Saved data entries
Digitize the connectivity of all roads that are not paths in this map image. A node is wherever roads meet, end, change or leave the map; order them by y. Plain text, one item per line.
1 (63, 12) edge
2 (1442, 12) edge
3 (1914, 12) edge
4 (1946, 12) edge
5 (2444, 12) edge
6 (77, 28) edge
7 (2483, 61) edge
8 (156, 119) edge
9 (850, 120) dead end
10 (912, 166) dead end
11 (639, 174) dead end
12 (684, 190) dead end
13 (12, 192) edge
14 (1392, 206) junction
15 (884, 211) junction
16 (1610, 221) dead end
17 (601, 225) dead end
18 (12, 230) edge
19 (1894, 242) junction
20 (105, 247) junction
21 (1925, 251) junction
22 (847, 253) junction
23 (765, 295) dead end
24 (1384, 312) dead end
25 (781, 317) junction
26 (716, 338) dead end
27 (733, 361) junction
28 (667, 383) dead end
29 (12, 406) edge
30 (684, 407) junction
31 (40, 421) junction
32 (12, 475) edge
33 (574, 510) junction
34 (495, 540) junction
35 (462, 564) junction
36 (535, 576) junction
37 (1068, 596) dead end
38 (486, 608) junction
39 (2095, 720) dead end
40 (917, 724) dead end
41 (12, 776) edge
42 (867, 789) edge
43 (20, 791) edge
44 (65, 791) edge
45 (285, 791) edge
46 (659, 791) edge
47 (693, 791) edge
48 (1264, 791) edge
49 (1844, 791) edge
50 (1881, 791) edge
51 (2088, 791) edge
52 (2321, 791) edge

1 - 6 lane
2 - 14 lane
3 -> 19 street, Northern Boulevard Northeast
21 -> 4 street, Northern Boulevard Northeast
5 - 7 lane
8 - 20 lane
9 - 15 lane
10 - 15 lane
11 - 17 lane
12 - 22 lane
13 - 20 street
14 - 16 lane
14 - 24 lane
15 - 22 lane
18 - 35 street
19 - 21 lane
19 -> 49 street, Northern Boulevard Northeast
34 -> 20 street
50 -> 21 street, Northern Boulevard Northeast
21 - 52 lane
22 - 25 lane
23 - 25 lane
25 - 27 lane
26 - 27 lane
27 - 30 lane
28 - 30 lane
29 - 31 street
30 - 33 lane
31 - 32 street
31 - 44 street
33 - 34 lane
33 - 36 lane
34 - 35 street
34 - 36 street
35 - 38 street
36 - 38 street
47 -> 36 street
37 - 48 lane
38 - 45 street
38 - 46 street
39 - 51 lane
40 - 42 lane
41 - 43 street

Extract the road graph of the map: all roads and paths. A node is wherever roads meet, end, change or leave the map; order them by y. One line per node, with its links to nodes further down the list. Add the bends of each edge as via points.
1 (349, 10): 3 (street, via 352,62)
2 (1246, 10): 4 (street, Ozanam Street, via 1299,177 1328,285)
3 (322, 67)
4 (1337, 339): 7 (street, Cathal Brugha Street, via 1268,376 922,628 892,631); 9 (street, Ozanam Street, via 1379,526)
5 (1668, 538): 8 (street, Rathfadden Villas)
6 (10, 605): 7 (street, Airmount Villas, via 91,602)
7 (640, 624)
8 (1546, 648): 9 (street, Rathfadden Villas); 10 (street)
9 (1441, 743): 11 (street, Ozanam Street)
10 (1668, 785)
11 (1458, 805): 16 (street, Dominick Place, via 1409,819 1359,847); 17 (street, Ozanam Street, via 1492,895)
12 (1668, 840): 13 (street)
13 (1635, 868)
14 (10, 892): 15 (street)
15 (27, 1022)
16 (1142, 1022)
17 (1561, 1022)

Exercise objective: All of the records should be repeated precisely as written.

Exercise output:
Digitize the connectivity of all roads that are not paths in this map image. A node is wherever roads meet, end, change or leave the map; order them by y. Plain text, one item per line.
1 (63, 12) edge
2 (1442, 12) edge
3 (1914, 12) edge
4 (1946, 12) edge
5 (2444, 12) edge
6 (77, 28) edge
7 (2483, 61) edge
8 (156, 119) edge
9 (850, 120) dead end
10 (912, 166) dead end
11 (639, 174) dead end
12 (684, 190) dead end
13 (12, 192) edge
14 (1392, 206) junction
15 (884, 211) junction
16 (1610, 221) dead end
17 (601, 225) dead end
18 (12, 230) edge
19 (1894, 242) junction
20 (105, 247) junction
21 (1925, 251) junction
22 (847, 253) junction
23 (765, 295) dead end
24 (1384, 312) dead end
25 (781, 317) junction
26 (716, 338) dead end
27 (733, 361) junction
28 (667, 383) dead end
29 (12, 406) edge
30 (684, 407) junction
31 (40, 421) junction
32 (12, 475) edge
33 (574, 510) junction
34 (495, 540) junction
35 (462, 564) junction
36 (535, 576) junction
37 (1068, 596) dead end
38 (486, 608) junction
39 (2095, 720) dead end
40 (917, 724) dead end
41 (12, 776) edge
42 (867, 789) edge
43 (20, 791) edge
44 (65, 791) edge
45 (285, 791) edge
46 (659, 791) edge
47 (693, 791) edge
48 (1264, 791) edge
49 (1844, 791) edge
50 (1881, 791) edge
51 (2088, 791) edge
52 (2321, 791) edge

1 - 6 lane
2 - 14 lane
3 -> 19 street, Northern Boulevard Northeast
21 -> 4 street, Northern Boulevard Northeast
5 - 7 lane
8 - 20 lane
9 - 15 lane
10 - 15 lane
11 - 17 lane
12 - 22 lane
13 - 20 street
14 - 16 lane
14 - 24 lane
15 - 22 lane
18 - 35 street
19 - 21 lane
19 -> 49 street, Northern Boulevard Northeast
34 -> 20 street
50 -> 21 street, Northern Boulevard Northeast
21 - 52 lane
22 - 25 lane
23 - 25 lane
25 - 27 lane
26 - 27 lane
27 - 30 lane
28 - 30 lane
29 - 31 street
30 - 33 lane
31 - 32 street
31 - 44 street
33 - 34 lane
33 - 36 lane
34 - 35 street
34 - 36 street
35 - 38 street
36 - 38 street
47 -> 36 street
37 - 48 lane
38 - 45 street
38 - 46 street
39 - 51 lane
40 - 42 lane
41 - 43 street

Extract the road graph of the map: all roads and paths. A node is wherever roads meet, end, change or leave the map; order them by y. One line per node, with its links to nodes further down the list. Add the bends of each edge as via points.
1 (349, 10): 3 (street, via 352,62)
2 (1246, 10): 4 (street, Ozanam Street, via 1299,177 1328,285)
3 (322, 67)
4 (1337, 339): 7 (street, Cathal Brugha Street, via 1268,376 922,628 892,631); 9 (street, Ozanam Street, via 1379,526)
5 (1668, 538): 8 (street, Rathfadden Villas)
6 (10, 605): 7 (street, Airmount Villas, via 91,602)
7 (640, 624)
8 (1546, 648): 9 (street, Rathfadden Villas); 10 (street)
9 (1441, 743): 11 (street, Ozanam Street)
10 (1668, 785)
11 (1458, 805): 16 (street, Dominick Place, via 1409,819 1359,847); 17 (street, Ozanam Street, via 1492,895)
12 (1668, 840): 13 (street)
13 (1635, 868)
14 (10, 892): 15 (street)
15 (27, 1022)
16 (1142, 1022)
17 (1561, 1022)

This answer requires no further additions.